In the records below, find the lines that include "middle" and copy each.

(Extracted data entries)
===

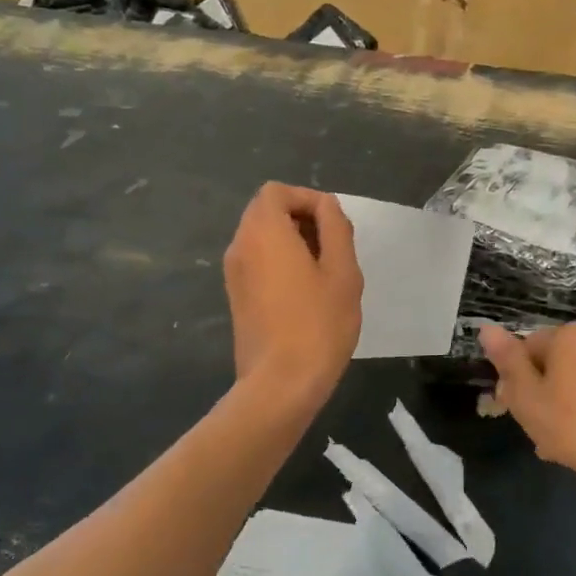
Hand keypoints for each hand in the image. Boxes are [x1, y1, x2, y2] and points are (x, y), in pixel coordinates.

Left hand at [223, 183, 362, 407]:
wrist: (280, 383)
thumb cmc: (318, 324)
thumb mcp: (342, 271)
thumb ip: (335, 228)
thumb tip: (326, 207)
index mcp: (263, 232)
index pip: (277, 192)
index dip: (308, 199)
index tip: (335, 225)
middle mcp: (240, 246)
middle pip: (266, 212)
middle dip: (302, 220)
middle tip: (334, 248)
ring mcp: (233, 274)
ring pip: (262, 239)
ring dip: (292, 243)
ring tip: (325, 273)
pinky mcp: (236, 297)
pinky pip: (257, 263)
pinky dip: (280, 263)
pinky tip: (306, 293)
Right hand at [480, 322, 575, 494]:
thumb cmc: (574, 428)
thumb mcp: (526, 398)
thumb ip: (507, 360)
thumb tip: (486, 328)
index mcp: (569, 336)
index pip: (529, 347)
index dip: (519, 378)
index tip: (519, 408)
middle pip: (561, 360)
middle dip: (549, 388)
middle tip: (542, 427)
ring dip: (575, 397)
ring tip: (570, 437)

===

◆ **WRITTEN RESPONSE**
middle mcp: (240, 246)
middle pip: (266, 212)
middle dip: (302, 220)
middle tip: (334, 248)
middle pip: (561, 360)
middle dip: (549, 388)
middle tip: (542, 427)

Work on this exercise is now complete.